I had postponed my return to the UK as Diana’s cortège took its way up the motorway from London to her family home in Northamptonshire. Sat in Nairobi and then Milton Keynes trying to get my planning sorted to return to school – business school this time.
I felt nothing, never knew the lady. Felt the establishment had played the public relations game around the tragedy of any premature loss of life. Blair’s irreverent comments were self serving “A day like today is not a day for soundbites, we can leave those at home, but I feel the hand of history upon our shoulder with respect to this, I really do.”This reportedly had two of his advisors in ‘fits of giggles’. The patronizing nature comes through and how we, the people, no matter what happens to us, will be story fodder for when the establishment feels the need to switch to the collective as the hand of destiny sweeps across us and responsibility for action may fall on them.

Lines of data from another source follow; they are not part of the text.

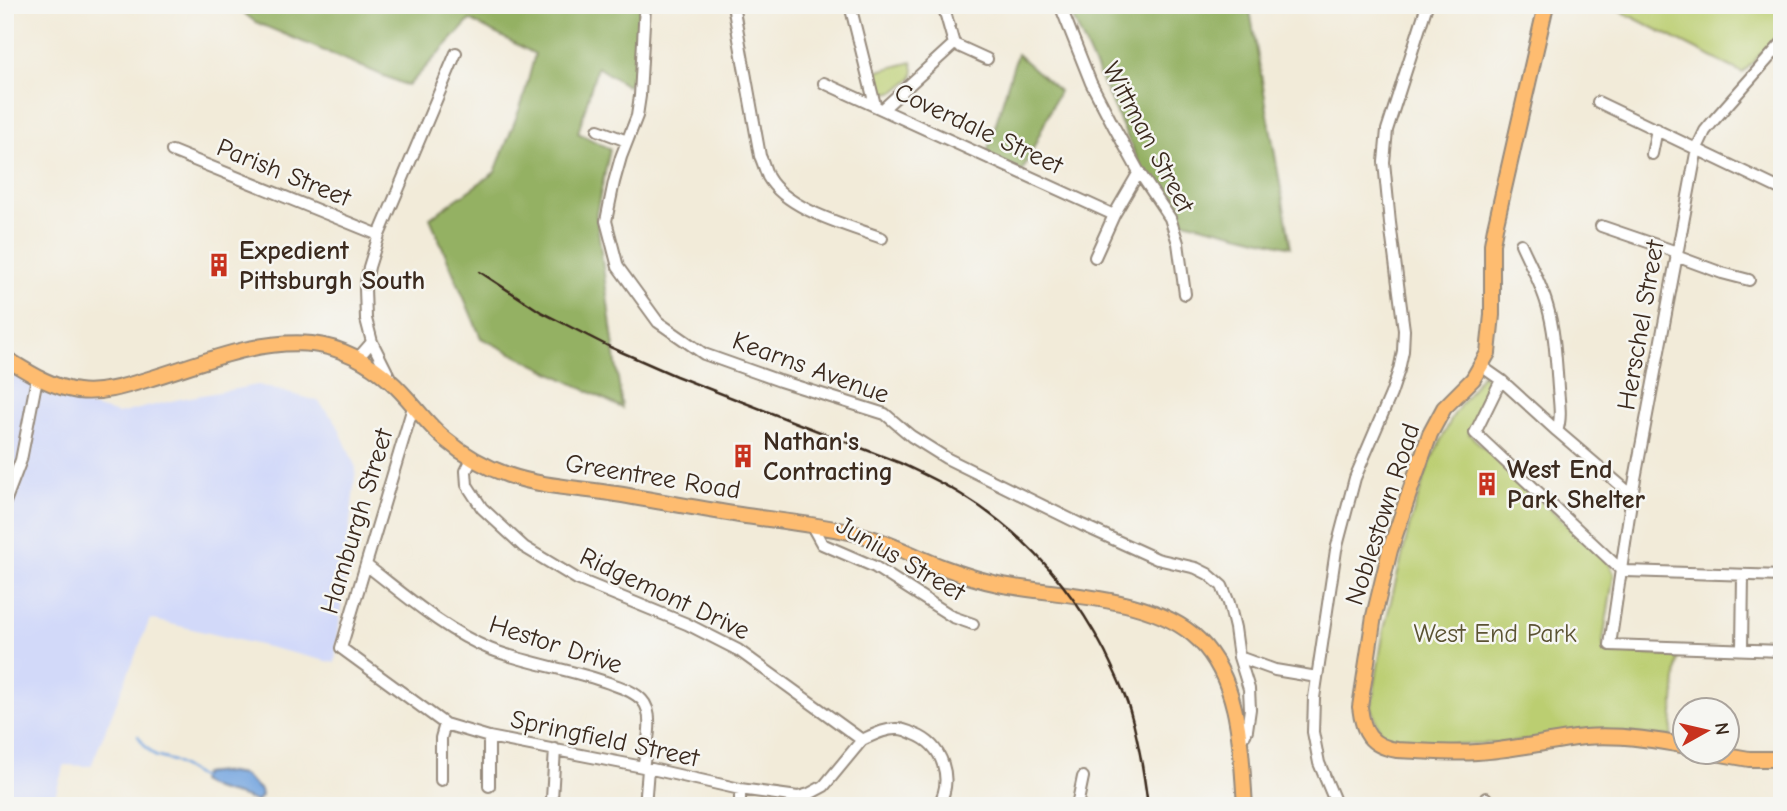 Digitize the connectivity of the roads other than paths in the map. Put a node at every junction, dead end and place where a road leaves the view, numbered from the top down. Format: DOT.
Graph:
graph roads {
  1 [pos="645,5"];
  2 [pos="733,5"];
  3 [pos="850,5"];
  4 [pos="943,5"];
  5 [pos="1060,5"];
  6 [pos="1427,5"];
  7 [pos="1546,5"];
  8 [pos="1782,43"];
  9 [pos="954,44"];
  10 [pos="456,54"];
  11 [pos="987,59"];
  12 [pos="824,83"];
  13 [pos="1598,102"];
  14 [pos="879,107"];
  15 [pos="1657,129"];
  16 [pos="598,130"];
  17 [pos="627,141"];
  18 [pos="1697,148"];
  19 [pos="172,151"];
  20 [pos="1652,154"];
  21 [pos="1139,172"];
  22 [pos="1781,188"];
  23 [pos="1114,215"];
  24 [pos="1601,226"];
  25 [pos="380,235"];
  26 [pos="882,238"];
  27 [pos="1521,244"];
  28 [pos="1676,254"];
  29 [pos="1096,257"];
  30 [pos="1749,280"];
  31 [pos="1185,295"];
  32 [pos="372,342"];
  33 [pos="5,358"];
  34 [pos="358,358"];
  35 [pos="1481,366"];
  36 [pos="37,378"];
  37 [pos="1501,380"];
  38 [pos="391,381"];
  39 [pos="413,407"];
  40 [pos="1557,431"];
  41 [pos="472,459"];
  42 [pos="1632,495"];
  43 [pos="5,502"];
  44 [pos="813,526"];
  45 [pos="366,565"];
  46 [pos="1620,569"];
  47 [pos="1743,575"];
  48 [pos="1782,576"];
  49 [pos="973,624"];
  50 [pos="341,648"];
  51 [pos="1742,649"];
  52 [pos="1782,651"];
  53 [pos="1239,657"];
  54 [pos="1317,677"];
  55 [pos="445,724"];
  56 [pos="489,737"];
  57 [pos="1238,738"];
  58 [pos="862,740"];
  59 [pos="1672,743"];
  60 [pos="555,749"];
  61 [pos="1742,758"];
  62 [pos="1782,759"];
  63 [pos="646,768"];
  64 [pos="1083,777"];
  65 [pos="441,780"];
  66 [pos="489,786"];
  67 [pos="740,789"];
  68 [pos="552,799"];
  69 [pos="645,806"];
  70 [pos="740,806"];
  71 [pos="938,806"];
  72 [pos="1077,806"];
  73 [pos="1245,806"];
  74 [pos="1337,806"];
  1 -- 17 [label="street, Kearns Avenue"];
  2 -- 26 [label="street"];
  3 -- 14 [label="street"];
  4 -- 9 [label="street"];
  5 -- 21 [label="street, Wittman Street"];
  6 -- 54 [label="street"];
  7 -- 35 [label="main road, Noblestown Road"];
  8 -- 18 [label="street, Herschel Street"];
  9 -- 11 [label="street"];
  9 -- 14 [label="street"];
  10 -- 25 [label="street"];
  12 -- 14 [label="street, Coverdale Street"];
  13 -- 15 [label="street"];
  14 -- 23 [label="street, Coverdale Street"];
  15 -- 18 [label="street"];
  15 -- 20 [label="street"];
  16 -- 17 [label="street"];
  17 -- 53 [label="street, Kearns Avenue"];
  18 -- 22 [label="street"];
  18 -- 28 [label="street, Herschel Street"];
  19 -- 25 [label="street, Parish Street"];
  21 -- 23 [label="street"];
  21 -- 31 [label="street, Wittman Street"];
  23 -- 29 [label="street"];
  24 -- 28 [label="street"];
  25 -- 32 [label="street"];
  27 -- 40 [label="street"];
  28 -- 30 [label="street"];
  28 -- 42 [label="street, Herschel Street"];
  32 -- 34 [label="street"];
  32 -- 38 [label="street"];
  33 -- 36 [label="main road, Greentree Road"];
  34 -- 36 [label="main road, Greentree Road"];
  34 -- 38 [label="main road, Greentree Road"];
  35 -- 37 [label="street"];
  35 -- 59 [label="main road, Noblestown Road"];
  36 -- 43 [label="street"];
  37 -- 40 [label="street"];
  37 -- 46 [label="street"];
  38 -- 39 [label="main road, Greentree Road"];
  39 -- 41 [label="main road, Greentree Road"];
  39 -- 45 [label="street, Hamburgh Street"];
  40 -- 42 [label="street"];
  41 -- 44 [label="main road, Greentree Road"];
  41 -- 58 [label="street, Ridgemont Drive"];
  42 -- 46 [label="street, Herschel Street"];
  44 -- 49 [label="street, Junius Street"];
  44 -- 57 [label="main road, Greentree Road"];
  45 -- 50 [label="street, Hamburgh Street"];
  45 -- 63 [label="street, Hestor Drive"];
  46 -- 47 [label="street"];
  46 -- 51 [label="street, Herschel Street"];
  47 -- 48 [label="street"];
  47 -- 51 [label="street"];
  50 -- 55 [label="street, Springfield Street"];
  51 -- 52 [label="street"];
  53 -- 54 [label="street"];
  53 -- 57 [label="street, Kearns Avenue"];
  54 -- 74 [label="street"];
  55 -- 56 [label="street, Springfield Street"];
  55 -- 65 [label="street"];
  56 -- 60 [label="street, Springfield Street"];
  56 -- 66 [label="street"];
  57 -- 73 [label="main road, Greentree Road"];
  58 -- 67 [label="street, Springfield Street"];
  58 -- 71 [label="street"];
  60 -- 63 [label="street, Springfield Street"];
  60 -- 68 [label="street"];
  61 -- 62 [label="main road"];
  63 -- 67 [label="street, Springfield Street"];
  63 -- 69 [label="street"];
  64 -- 72 [label="street"];
  67 -- 70 [label="street"];
}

I had decided I would quit my job some three months earlier in this horrible year after a set of events to cause a few moments of consternation culminating, if this is the right word, in being held captive with ten other people for thirteen days. Nothing like living on a plate of cold spaghetti and a bit of tomato paste for a few days to make you appreciate a few of the finer things to be found across this globe. My second time being held in a matter of six months – some friends were making jokes about cancelling trips if Crook was travelling. The joys of negotiating contracts, challenging the powers-that-be skimming more than the cream from the top of the camel’s milk.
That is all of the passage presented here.